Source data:
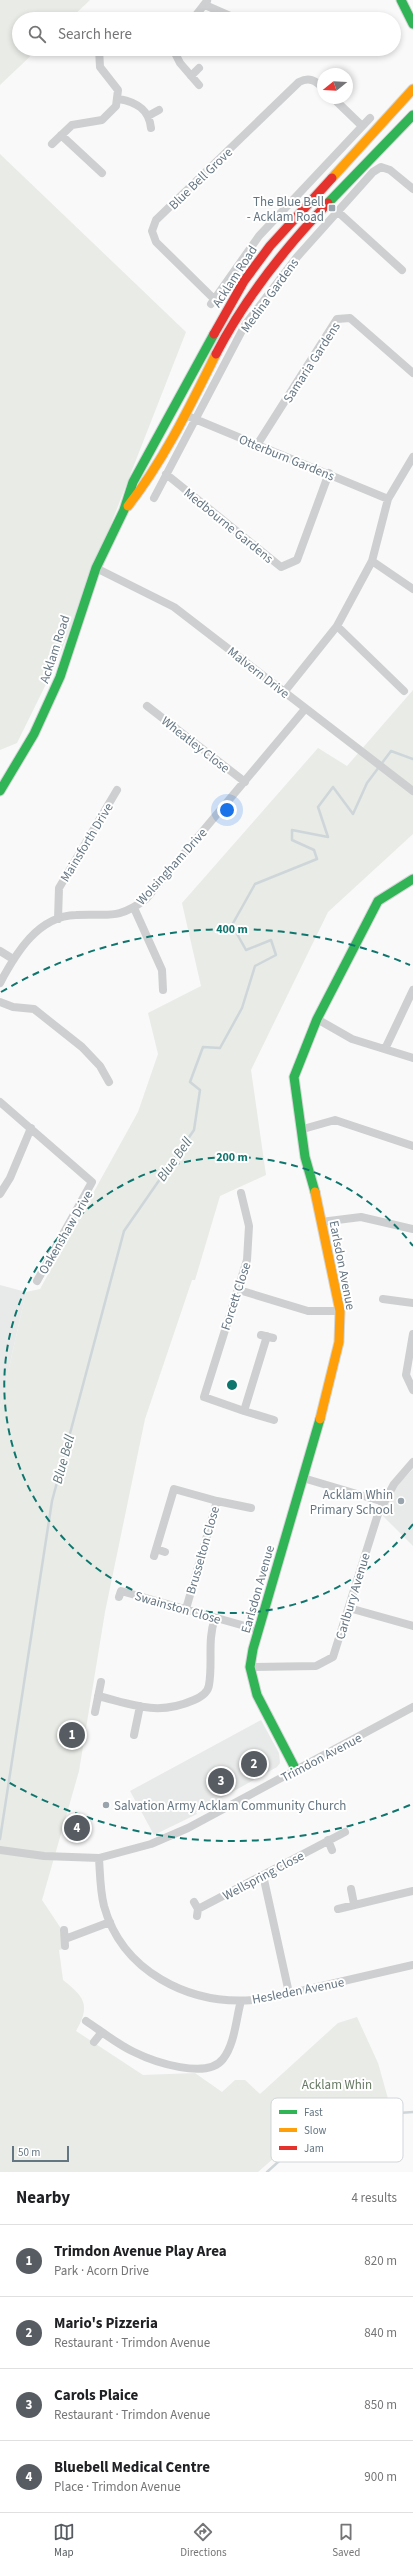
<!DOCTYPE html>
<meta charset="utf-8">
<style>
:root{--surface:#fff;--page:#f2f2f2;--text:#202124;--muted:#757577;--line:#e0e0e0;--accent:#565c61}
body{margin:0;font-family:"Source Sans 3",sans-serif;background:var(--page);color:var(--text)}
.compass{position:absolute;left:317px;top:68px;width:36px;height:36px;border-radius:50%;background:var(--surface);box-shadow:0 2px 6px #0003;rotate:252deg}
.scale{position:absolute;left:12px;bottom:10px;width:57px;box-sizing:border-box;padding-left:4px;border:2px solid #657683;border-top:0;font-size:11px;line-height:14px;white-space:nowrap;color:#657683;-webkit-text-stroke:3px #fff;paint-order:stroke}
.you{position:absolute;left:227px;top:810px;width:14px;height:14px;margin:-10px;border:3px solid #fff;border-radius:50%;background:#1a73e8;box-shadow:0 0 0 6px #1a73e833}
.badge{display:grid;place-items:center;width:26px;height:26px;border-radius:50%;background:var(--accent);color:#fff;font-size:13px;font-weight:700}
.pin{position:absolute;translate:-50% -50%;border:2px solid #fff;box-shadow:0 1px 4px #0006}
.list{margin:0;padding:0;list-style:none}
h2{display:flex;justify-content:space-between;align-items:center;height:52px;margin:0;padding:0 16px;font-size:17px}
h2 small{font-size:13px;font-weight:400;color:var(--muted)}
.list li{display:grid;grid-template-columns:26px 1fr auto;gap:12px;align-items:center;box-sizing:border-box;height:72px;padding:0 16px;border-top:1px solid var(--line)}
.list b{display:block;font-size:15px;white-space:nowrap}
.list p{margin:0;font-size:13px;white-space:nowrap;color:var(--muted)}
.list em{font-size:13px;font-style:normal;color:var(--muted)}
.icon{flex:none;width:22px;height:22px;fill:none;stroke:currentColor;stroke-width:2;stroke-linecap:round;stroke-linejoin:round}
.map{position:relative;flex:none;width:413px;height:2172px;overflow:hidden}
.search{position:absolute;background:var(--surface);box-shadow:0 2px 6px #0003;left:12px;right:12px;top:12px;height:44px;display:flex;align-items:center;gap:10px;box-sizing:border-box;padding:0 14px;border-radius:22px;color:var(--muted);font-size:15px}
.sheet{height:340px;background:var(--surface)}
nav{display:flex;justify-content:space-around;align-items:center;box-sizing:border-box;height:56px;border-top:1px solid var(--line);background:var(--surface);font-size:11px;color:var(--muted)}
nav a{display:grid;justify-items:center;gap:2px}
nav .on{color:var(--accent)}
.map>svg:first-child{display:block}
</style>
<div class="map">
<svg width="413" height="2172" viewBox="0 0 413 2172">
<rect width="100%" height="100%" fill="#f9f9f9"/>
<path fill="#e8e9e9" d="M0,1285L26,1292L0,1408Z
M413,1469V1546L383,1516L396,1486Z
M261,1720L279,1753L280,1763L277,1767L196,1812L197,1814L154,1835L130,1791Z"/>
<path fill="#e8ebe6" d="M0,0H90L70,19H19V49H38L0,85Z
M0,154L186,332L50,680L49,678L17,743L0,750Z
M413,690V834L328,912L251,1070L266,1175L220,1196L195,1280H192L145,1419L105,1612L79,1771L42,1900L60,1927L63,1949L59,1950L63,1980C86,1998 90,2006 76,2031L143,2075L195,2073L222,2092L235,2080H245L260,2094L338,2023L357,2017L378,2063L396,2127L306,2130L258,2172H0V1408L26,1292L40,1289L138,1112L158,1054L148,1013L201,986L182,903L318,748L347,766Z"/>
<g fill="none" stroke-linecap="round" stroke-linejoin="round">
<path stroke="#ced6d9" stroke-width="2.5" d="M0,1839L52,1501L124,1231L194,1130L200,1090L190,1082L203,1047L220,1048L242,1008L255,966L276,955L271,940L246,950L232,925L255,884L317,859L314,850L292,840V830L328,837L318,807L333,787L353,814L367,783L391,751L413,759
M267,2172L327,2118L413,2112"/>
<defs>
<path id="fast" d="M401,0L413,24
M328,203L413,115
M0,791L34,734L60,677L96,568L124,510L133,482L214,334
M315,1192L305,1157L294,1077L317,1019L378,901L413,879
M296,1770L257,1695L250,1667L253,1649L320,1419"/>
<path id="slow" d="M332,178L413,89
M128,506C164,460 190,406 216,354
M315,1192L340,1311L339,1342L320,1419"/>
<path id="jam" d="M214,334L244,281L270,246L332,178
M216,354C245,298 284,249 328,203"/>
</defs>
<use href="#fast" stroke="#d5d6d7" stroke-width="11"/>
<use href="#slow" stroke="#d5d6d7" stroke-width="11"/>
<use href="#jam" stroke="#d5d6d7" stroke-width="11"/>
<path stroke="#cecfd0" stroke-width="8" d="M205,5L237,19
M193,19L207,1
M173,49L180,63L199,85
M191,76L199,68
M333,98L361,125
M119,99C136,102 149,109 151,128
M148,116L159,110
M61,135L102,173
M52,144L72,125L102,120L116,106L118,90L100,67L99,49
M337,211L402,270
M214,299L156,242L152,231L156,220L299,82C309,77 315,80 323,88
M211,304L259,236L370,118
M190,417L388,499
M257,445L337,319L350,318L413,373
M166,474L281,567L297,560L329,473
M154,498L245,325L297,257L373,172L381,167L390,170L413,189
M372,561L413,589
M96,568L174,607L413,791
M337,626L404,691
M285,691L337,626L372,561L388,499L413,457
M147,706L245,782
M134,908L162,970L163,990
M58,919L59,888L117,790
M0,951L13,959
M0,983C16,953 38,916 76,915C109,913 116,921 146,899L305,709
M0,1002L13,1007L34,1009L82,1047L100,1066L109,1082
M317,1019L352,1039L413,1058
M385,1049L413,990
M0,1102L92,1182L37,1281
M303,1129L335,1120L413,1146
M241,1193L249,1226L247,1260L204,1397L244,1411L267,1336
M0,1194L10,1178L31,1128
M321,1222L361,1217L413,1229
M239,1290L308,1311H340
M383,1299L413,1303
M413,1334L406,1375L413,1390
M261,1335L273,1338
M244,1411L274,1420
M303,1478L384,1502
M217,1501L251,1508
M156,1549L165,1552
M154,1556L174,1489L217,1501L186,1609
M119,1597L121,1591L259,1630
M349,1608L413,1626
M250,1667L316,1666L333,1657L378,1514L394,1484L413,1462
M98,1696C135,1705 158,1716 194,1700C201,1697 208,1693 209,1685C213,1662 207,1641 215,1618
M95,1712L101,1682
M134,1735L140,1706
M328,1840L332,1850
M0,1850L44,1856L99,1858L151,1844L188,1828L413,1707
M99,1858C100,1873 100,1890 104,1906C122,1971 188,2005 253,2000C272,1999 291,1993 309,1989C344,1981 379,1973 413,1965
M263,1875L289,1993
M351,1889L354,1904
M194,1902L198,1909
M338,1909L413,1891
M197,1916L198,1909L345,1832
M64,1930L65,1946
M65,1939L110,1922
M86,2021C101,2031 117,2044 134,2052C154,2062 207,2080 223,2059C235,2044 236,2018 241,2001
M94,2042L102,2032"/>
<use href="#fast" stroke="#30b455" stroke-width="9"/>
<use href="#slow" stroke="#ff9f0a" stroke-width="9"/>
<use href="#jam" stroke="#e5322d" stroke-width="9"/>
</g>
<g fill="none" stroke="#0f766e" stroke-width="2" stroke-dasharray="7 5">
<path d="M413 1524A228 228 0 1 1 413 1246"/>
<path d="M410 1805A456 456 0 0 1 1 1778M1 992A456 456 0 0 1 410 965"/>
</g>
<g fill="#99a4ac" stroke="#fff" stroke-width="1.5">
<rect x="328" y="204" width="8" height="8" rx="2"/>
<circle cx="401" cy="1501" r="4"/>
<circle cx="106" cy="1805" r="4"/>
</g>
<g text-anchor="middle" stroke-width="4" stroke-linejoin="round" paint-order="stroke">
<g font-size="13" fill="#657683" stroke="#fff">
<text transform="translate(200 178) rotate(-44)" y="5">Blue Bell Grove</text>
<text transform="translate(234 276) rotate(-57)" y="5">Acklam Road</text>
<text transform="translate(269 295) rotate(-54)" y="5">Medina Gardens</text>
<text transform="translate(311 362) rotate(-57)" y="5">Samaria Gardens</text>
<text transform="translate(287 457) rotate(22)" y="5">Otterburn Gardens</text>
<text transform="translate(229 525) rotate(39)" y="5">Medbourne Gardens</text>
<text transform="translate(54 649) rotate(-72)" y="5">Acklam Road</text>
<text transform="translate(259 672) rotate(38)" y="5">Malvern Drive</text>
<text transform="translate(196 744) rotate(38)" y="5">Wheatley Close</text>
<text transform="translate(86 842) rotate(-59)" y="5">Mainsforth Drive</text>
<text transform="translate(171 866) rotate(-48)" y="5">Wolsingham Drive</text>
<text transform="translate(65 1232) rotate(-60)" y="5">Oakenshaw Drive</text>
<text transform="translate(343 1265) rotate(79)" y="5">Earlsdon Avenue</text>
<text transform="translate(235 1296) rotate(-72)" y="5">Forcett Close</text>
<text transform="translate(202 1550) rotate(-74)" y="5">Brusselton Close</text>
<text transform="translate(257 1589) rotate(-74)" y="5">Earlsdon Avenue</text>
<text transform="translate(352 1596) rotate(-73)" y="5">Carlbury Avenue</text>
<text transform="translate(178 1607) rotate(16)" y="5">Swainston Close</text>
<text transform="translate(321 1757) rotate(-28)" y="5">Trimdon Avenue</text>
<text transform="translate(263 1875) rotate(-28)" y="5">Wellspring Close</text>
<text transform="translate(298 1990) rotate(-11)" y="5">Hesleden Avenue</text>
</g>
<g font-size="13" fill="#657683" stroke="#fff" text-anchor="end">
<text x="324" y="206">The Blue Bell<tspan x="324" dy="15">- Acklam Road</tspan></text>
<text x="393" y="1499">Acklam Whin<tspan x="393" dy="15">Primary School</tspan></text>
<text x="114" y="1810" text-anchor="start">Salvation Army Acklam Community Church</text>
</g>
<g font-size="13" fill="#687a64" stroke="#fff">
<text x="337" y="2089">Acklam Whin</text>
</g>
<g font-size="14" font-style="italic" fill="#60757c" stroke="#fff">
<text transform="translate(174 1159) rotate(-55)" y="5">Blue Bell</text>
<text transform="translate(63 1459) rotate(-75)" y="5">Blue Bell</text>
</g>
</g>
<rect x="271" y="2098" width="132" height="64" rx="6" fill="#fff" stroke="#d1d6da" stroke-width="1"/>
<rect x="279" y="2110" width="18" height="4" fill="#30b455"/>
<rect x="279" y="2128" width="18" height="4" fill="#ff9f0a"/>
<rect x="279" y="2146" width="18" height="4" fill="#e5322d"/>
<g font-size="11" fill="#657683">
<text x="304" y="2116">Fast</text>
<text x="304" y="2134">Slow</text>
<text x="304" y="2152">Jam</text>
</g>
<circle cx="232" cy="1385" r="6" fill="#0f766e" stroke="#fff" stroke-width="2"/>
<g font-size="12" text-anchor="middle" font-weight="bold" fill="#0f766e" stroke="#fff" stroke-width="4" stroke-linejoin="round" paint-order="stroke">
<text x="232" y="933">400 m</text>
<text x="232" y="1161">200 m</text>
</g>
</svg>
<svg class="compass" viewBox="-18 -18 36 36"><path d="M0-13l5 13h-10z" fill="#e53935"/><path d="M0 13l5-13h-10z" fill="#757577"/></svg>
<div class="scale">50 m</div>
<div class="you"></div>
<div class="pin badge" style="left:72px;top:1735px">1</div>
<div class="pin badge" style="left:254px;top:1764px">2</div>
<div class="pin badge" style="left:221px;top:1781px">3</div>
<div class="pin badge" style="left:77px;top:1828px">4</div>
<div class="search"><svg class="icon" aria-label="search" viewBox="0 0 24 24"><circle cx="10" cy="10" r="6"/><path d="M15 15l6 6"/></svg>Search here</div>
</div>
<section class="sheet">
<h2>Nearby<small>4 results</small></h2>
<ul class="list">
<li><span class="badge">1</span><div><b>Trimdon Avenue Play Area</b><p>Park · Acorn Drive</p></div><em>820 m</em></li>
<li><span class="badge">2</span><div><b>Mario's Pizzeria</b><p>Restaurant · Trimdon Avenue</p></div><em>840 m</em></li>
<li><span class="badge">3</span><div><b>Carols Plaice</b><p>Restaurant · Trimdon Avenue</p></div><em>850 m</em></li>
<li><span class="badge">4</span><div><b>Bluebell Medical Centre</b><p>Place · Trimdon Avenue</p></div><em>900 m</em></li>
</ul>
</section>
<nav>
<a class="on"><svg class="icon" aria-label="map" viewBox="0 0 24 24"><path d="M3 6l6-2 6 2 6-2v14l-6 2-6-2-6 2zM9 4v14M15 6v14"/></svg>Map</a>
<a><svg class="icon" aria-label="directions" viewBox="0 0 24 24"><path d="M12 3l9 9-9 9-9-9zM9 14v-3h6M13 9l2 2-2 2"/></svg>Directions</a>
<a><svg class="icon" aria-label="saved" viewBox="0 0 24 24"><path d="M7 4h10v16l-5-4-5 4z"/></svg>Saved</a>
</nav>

_Your objective_
Reproduce each line of the records in which the string "white" appears.

_Response_
.scale{position:absolute;left:12px;bottom:10px;width:57px;box-sizing:border-box;padding-left:4px;border:2px solid #657683;border-top:0;font-size:11px;line-height:14px;white-space:nowrap;color:#657683;-webkit-text-stroke:3px #fff;paint-order:stroke}
.list b{display:block;font-size:15px;white-space:nowrap}
.list p{margin:0;font-size:13px;white-space:nowrap;color:var(--muted)}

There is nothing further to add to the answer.